Your instructions:
When you transcribe the listing that follows, keep every line exact and omit the pictures.

Exercise inputs:
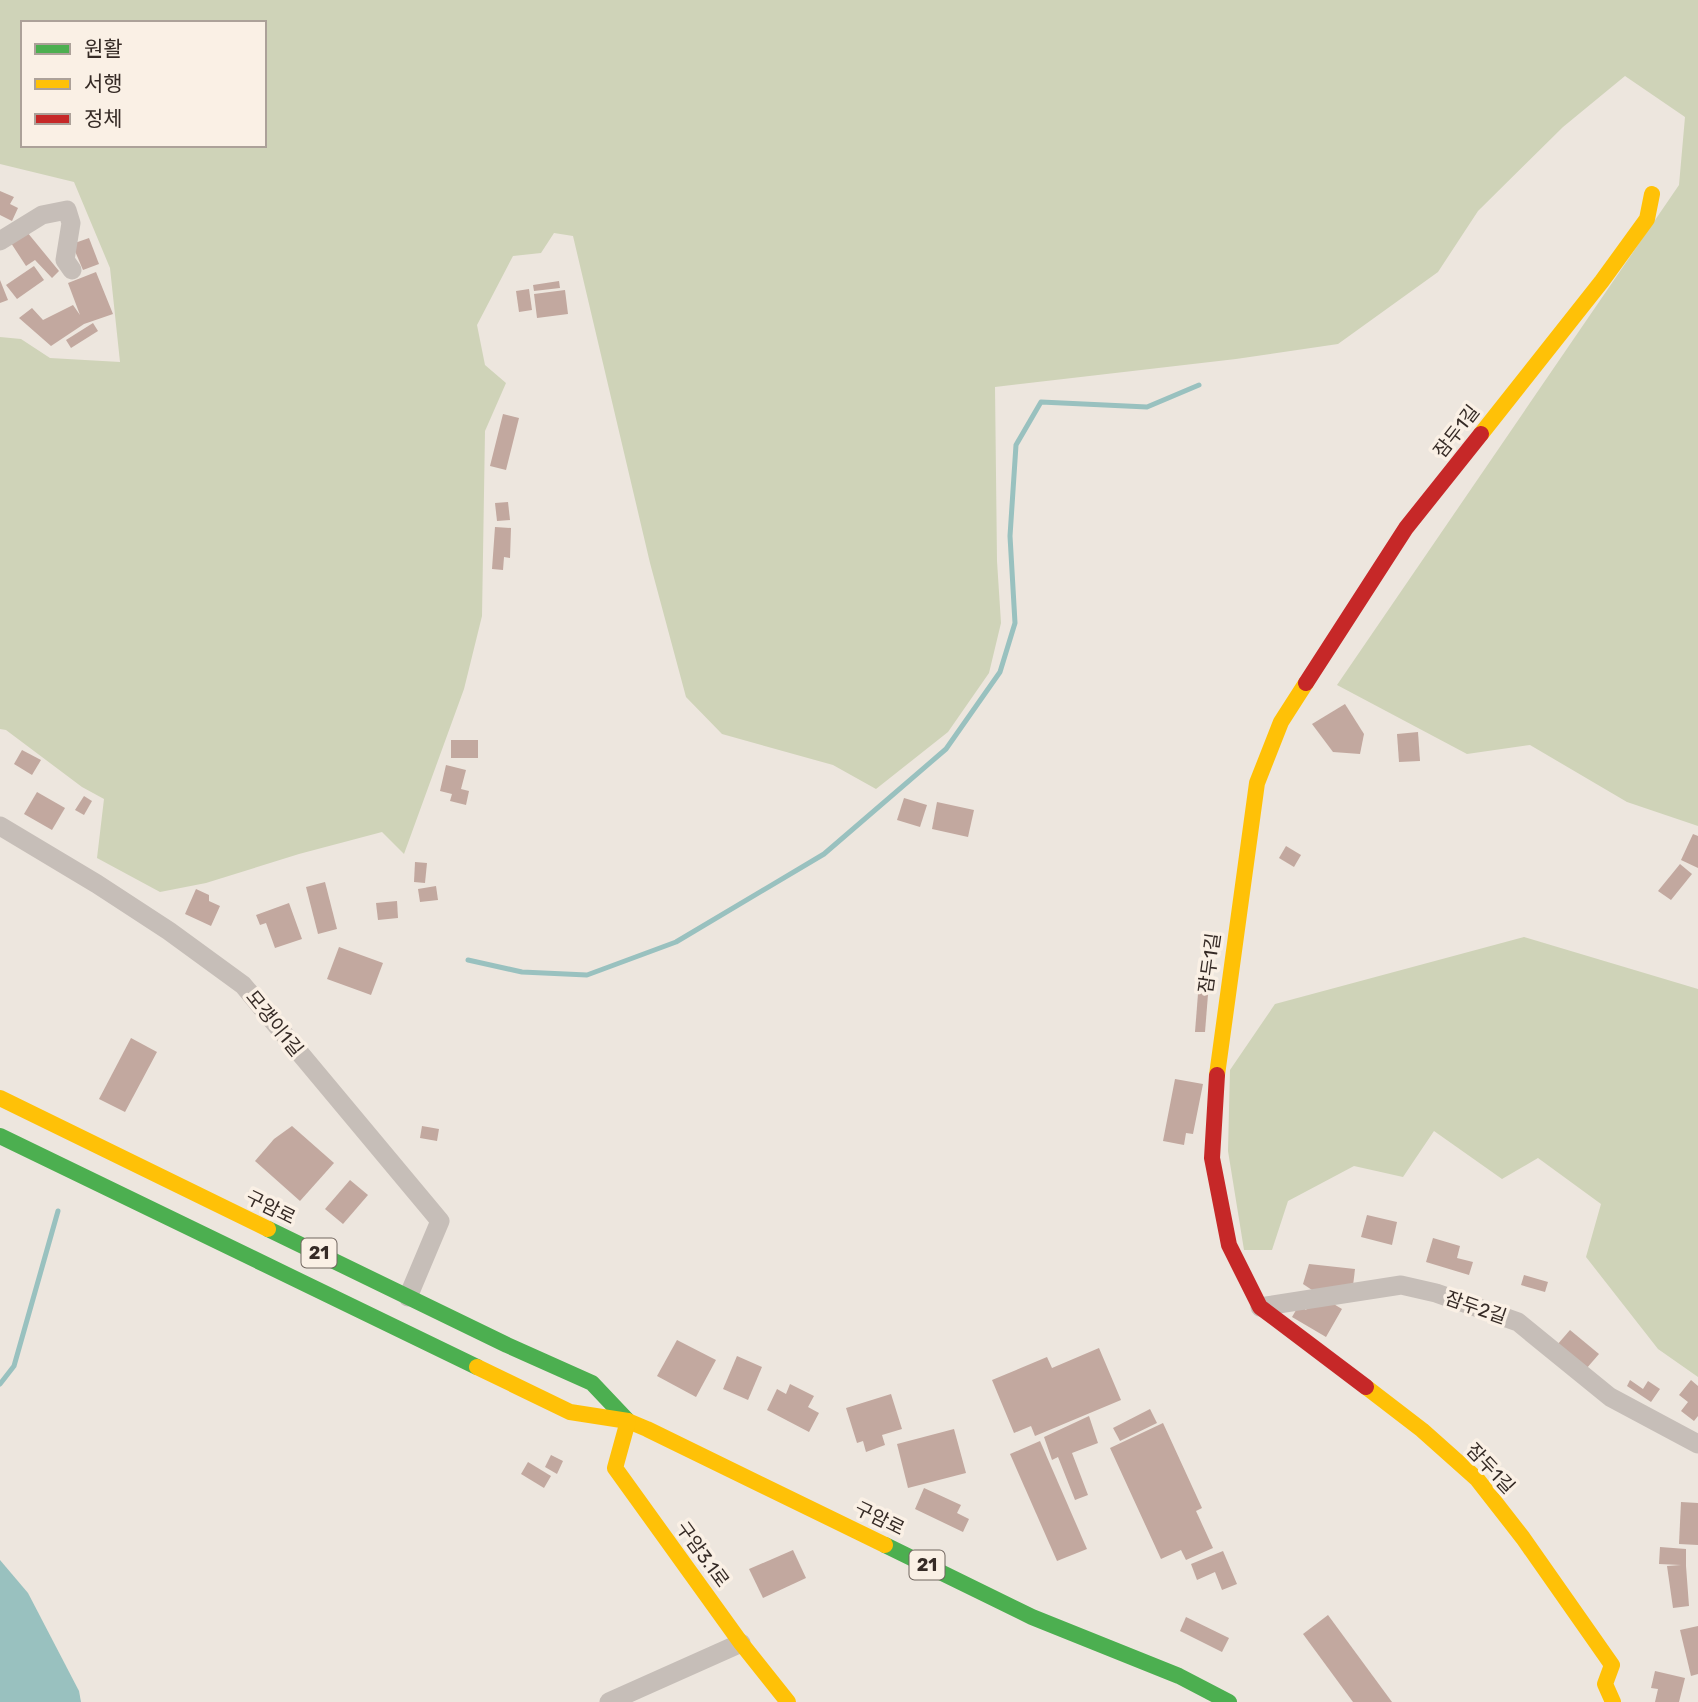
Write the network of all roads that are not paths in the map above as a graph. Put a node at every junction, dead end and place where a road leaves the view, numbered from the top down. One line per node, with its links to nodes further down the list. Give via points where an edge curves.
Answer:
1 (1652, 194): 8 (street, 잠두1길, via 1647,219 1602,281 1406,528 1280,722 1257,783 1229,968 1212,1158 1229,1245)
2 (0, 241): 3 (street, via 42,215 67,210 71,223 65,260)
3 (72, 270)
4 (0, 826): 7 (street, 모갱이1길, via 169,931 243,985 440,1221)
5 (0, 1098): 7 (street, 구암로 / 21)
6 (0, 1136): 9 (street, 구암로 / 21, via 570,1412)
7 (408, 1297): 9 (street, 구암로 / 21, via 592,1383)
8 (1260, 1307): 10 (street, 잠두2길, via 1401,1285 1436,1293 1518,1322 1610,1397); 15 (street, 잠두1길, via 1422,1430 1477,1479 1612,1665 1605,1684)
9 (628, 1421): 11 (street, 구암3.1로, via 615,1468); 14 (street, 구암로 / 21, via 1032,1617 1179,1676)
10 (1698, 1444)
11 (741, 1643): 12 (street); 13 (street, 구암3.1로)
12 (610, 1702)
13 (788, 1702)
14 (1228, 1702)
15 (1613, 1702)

Task solution:
Write the network of all roads that are not paths in the map above as a graph. Put a node at every junction, dead end and place where a road leaves the view, numbered from the top down. One line per node, with its links to nodes further down the list. Give via points where an edge curves.
Answer:
1 (1652, 194): 8 (street, 잠두1길, via 1647,219 1602,281 1406,528 1280,722 1257,783 1229,968 1212,1158 1229,1245)
2 (0, 241): 3 (street, via 42,215 67,210 71,223 65,260)
3 (72, 270)
4 (0, 826): 7 (street, 모갱이1길, via 169,931 243,985 440,1221)
5 (0, 1098): 7 (street, 구암로 / 21)
6 (0, 1136): 9 (street, 구암로 / 21, via 570,1412)
7 (408, 1297): 9 (street, 구암로 / 21, via 592,1383)
8 (1260, 1307): 10 (street, 잠두2길, via 1401,1285 1436,1293 1518,1322 1610,1397); 15 (street, 잠두1길, via 1422,1430 1477,1479 1612,1665 1605,1684)
9 (628, 1421): 11 (street, 구암3.1로, via 615,1468); 14 (street, 구암로 / 21, via 1032,1617 1179,1676)
10 (1698, 1444)
11 (741, 1643): 12 (street); 13 (street, 구암3.1로)
12 (610, 1702)
13 (788, 1702)
14 (1228, 1702)
15 (1613, 1702)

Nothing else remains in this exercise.